NANGA BULIK – Dalam rangka menjalankan supervisi, monitoring evaluasi (monev) komunikasi, informasi, edukasi dan advokasi Covid-19 di Kabupaten Lamandau, Tim Satuan Tugas (Satgas) Covid-19 Provinsi Kalimantan Tengah melaksanakan rapat bersama Pemkab setempat, Selasa 5 Oktober 2021.

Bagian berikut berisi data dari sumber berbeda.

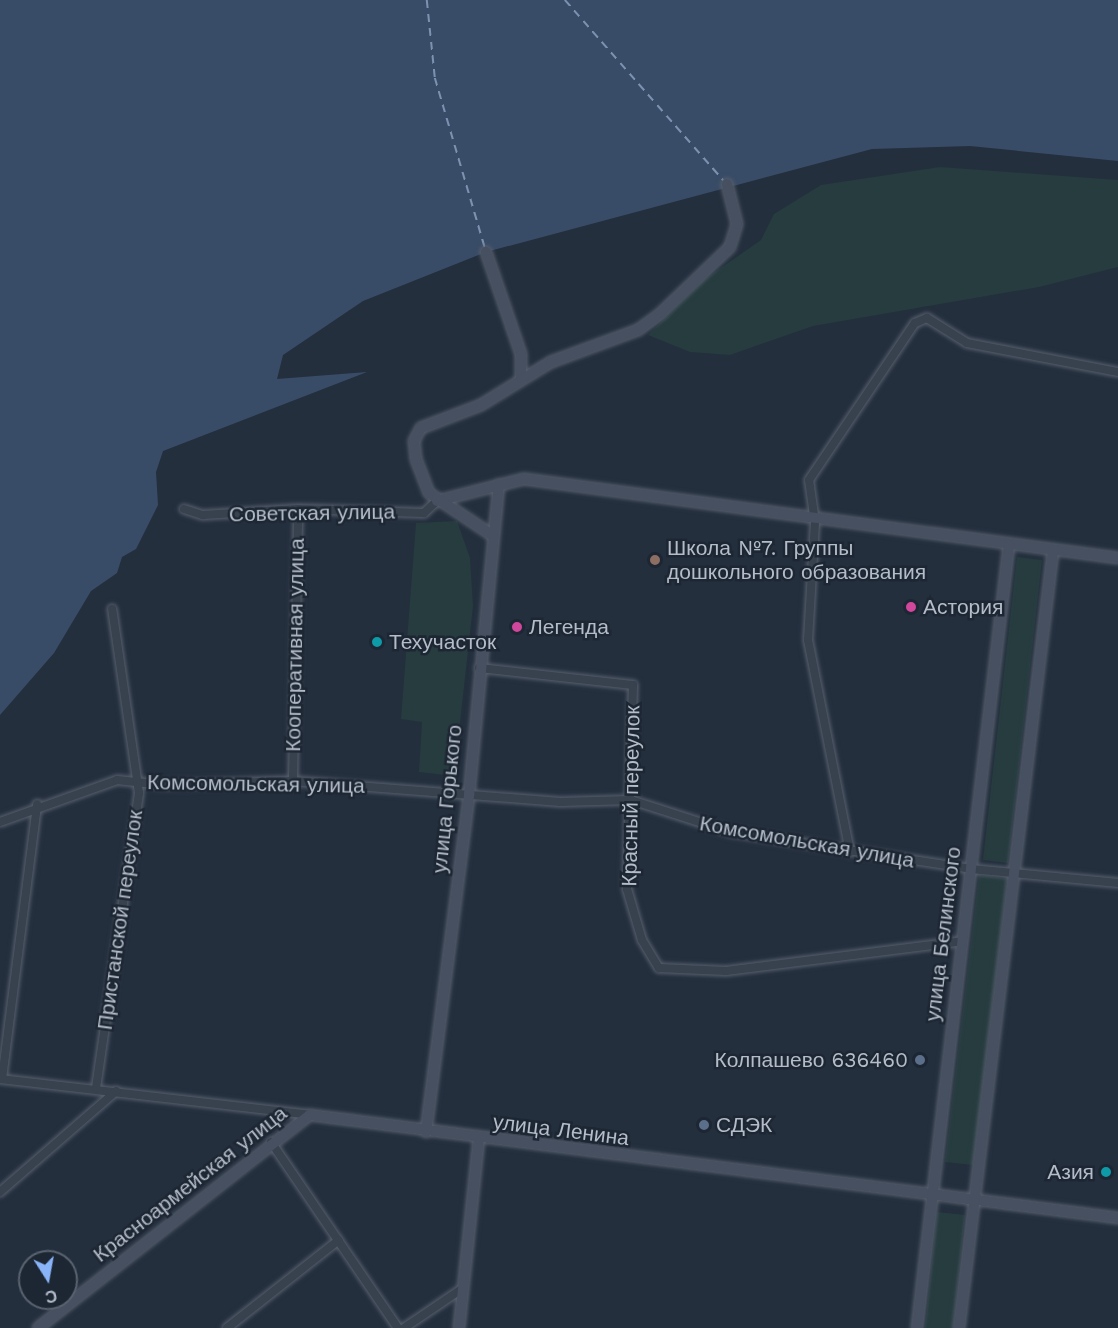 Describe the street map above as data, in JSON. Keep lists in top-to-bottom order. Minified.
{"streets":{"street":["Советская улица","Кооперативная улица","Комсомольская улица","Красный переулок","улица Горького","Пристанской переулок","улица Белинского","улица Ленина","Красноармейская улица"]},"crossings":[["Советская улица","Кооперативная улица"],["Кооперативная улица","Комсомольская улица"],["Комсомольская улица","Красный переулок"],["Комсомольская улица","улица Горького"],["Комсомольская улица","Пристанской переулок"],["Комсомольская улица","улица Белинского"],["Красный переулок","улица Горького"],["Красный переулок","улица Белинского"],["улица Горького","улица Ленина"],["Пристанской переулок","улица Ленина"],["улица Белинского","улица Ленина"],["улица Ленина","Красноармейская улица"]],"places":["Школа №7. Группы дошкольного образования","Астория","Легенда","Техучасток","Колпашево 636460","СДЭК","Азия"],"north":"bottom"}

Bertempat di aula Setda Lamandau, tim Satgas Covid-19 Kalteng diterima oleh Sekda Lamandau, M Irwansyah, bersama sejumlah perwakilan unsur FKPD serta kepala Dinas/instansi terkait. Sekda Lamandau M Irwansyah menyebut, Pemkab menyambut baik dan mengapresiasi monev yang dilakukan oleh Satgas Covid-19 Provinsi Kalteng. “Kegiatan monev ini sangat penting dalam rangka mempertahankan kondisi Kabupaten Lamandau yang saat ini kasus positif Covid-19 telah melandai dan berada pada level 2,” ungkapnya.
Menurutnya, edukasi terus dilakukan kepada masyarakat. Diharapkan masyarakat tidak terlena dengan kondisi melandainya penyebaran Covid-19 di Kabupaten Lamandau saat ini. “Yang kita takutkan jika upaya kita selama ini tidak kita sinergikan dengan edukasi serta sosialisasi kita berhenti sampai disini, maka akan berpotensi bertambahnya kasus baru sehingga upaya kita selama ini jadi sia-sia,” jelasnya.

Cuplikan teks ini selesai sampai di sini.